Tendo ouvido tudo o que me contou, vi-me obrigado a interromper o trabalho e acompanhá-lo. Em poucos minutos, contou-me a história de uma senhora, que disse ser sua prima direita. Vivia enclausurada em casa e ora desejava lavrar a declaração da sua última vontade. Como não regulava bem, era necessário cumprir de imediato o seu desejo, de contrário enfurecia-se e era capaz de tudo. Queria ela que eu viesse urgentemente à sua casa.
Fui com Caetano, de carro. A casa situava-se num bairro interior da aldeia da Raia. Levou-nos meia hora a percorrer esse caminho, de voltas e reviravoltas, para chegar ao destino.
Como é que descrevo essa habitação? Não era uma simples casa; era um palacete. Sabe Deus de que século! E parece nunca ter sido tratada. Estava bem nos tempos passados uma construção embrenhada no meio de árvores de teca. Ora, via-se pedaços do reboco de cal caídos no chão, que deixavam expostas as pedras vermelhas. O resto da casa estava às escuras, parecendo prestes a ruir.
Subimos a escadaria meia quebrada e com limos. Caetano gritou por alguém. Apareceu então uma empregada, que trazia na mão uma vela acesa. Com as janelas todas fechadas, era escuro o interior do casarão. Eu, levando a pasta na mão, e com o mínimo de falas, fui pela casa adentro, junto com Caetano, à luz dessa vela.
Caetano arredou a cortina dum compartimento, que não era muito grande; deu-me para passar aí uma rápida vista de olhos. Quando me dei conta da situação, caiu-me o coração aos pés. Nessa casa, toda fechada, ficavam acesas o dia inteiro as velas dos candelabros da parede. Sobre uma mesa lá no canto estavam colocadas umas coisinhas. Aqui e acolá, estavam dispersos frascos de perfume, ganchos de cabelo, pentes, toalhas, lenços, espelhos… e numa cadeira encontrava-se sentada uma senhora, que fitava, murcha, e vestida de branco. Era o traje do seu noivado, que com o tempo se tornara amarelado, desbotado, manchado. Tinha aliás, o seu rosto, crestado pelas rugas, empoado. Calculo que ela não devia passar dos quarenta e tal anos. À sua volta, as aves haviam construído ninhos cobertos com as suas penas.

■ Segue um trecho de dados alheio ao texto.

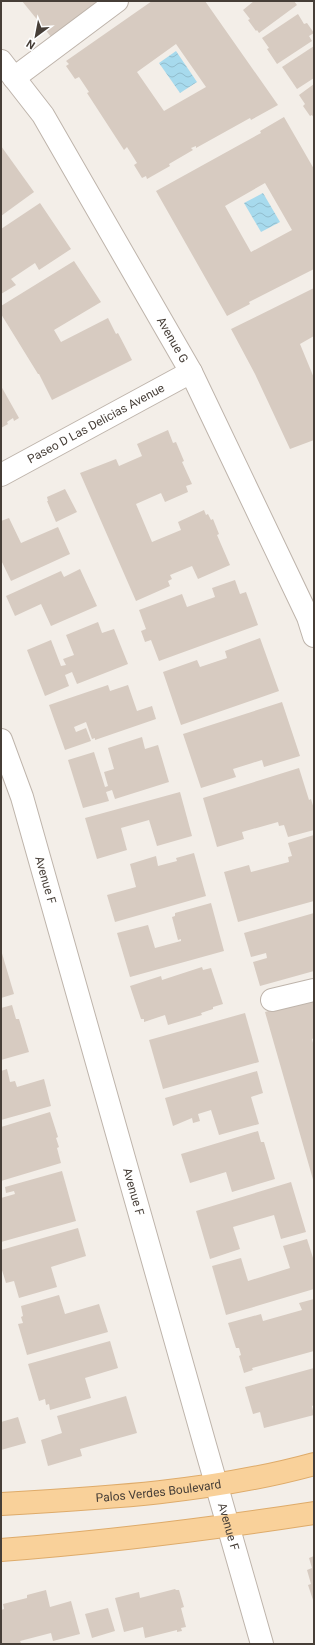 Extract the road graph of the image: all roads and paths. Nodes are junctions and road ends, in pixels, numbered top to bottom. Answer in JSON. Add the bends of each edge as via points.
{"nodes":[{"id":1,"x":117,"y":1,"type":"edge"},
{"id":2,"x":7,"y":70,"type":"edge"},
{"id":3,"x":191,"y":372,"type":"junction"},
{"id":4,"x":1,"y":475,"type":"edge"},
{"id":5,"x":314,"y":636,"type":"edge"},
{"id":6,"x":1,"y":740,"type":"edge"},
{"id":7,"x":314,"y":990,"type":"edge"},
{"id":8,"x":272,"y":1000,"type":"dead end"},
{"id":9,"x":314,"y":1464,"type":"edge"},
{"id":10,"x":216,"y":1485,"type":"junction"},
{"id":11,"x":1,"y":1504,"type":"edge"},
{"id":12,"x":314,"y":1513,"type":"edge"},
{"id":13,"x":228,"y":1526,"type":"junction"},
{"id":14,"x":1,"y":1550,"type":"edge"},
{"id":15,"x":262,"y":1644,"type":"edge"}],
"edges":[{"from":1,"to":2,"type":"street"},
{"from":2,"to":3,"type":"street","name":"Avenue G","via":[[43,115]]},
{"from":3,"to":4,"type":"street","name":"Paseo D Las Delicias Avenue"},
{"from":3,"to":5,"type":"street","name":"Avenue G","via":[[308,617]]},
{"from":6,"to":10,"type":"street","name":"Avenue F","via":[[22,797]]},
{"from":7,"to":8,"type":"street"},
{"from":9,"to":10,"type":"main road","name":"Palos Verdes Boulevard"},
{"from":10,"to":11,"type":"main road","name":"Palos Verdes Boulevard","via":[[121,1497]]},
{"from":10,"to":13,"type":"street","name":"Avenue F"},
{"from":12,"to":13,"type":"main road"},
{"from":13,"to":14,"type":"main road"},
{"from":13,"to":15,"type":"street","name":"Avenue F"}]}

Apesar de ter entrado no quarto com Caetano, em bicos dos pés, os meus passos causaram-lhe sobressalto. Os seus olhos arredondados, sempre a fitar, mediram-me. Embora parecesse aliviada com a minha chegada, abriu ainda mais os olhos e, de súbito, soltou uma gargalhada danada, e gritou:
– Ha… ha… ha… lá vem o meu noivo. É esse mesmo, esse mesmo. É com ele que me vou casar. Vem ao pé de mim, meu senhor, meu amor. Estou à tua espera, ha… ha… ha…
Cobri-me de suor frio ao ouvir esse riso louco que me eriçou o pelo. Fiquei de alerta. A minha longa experiência de advogado e tabelião público não permitiria que me deixasse levar pela emoção. Ainda assim, senti-me um tanto atrapalhado e com a língua presa.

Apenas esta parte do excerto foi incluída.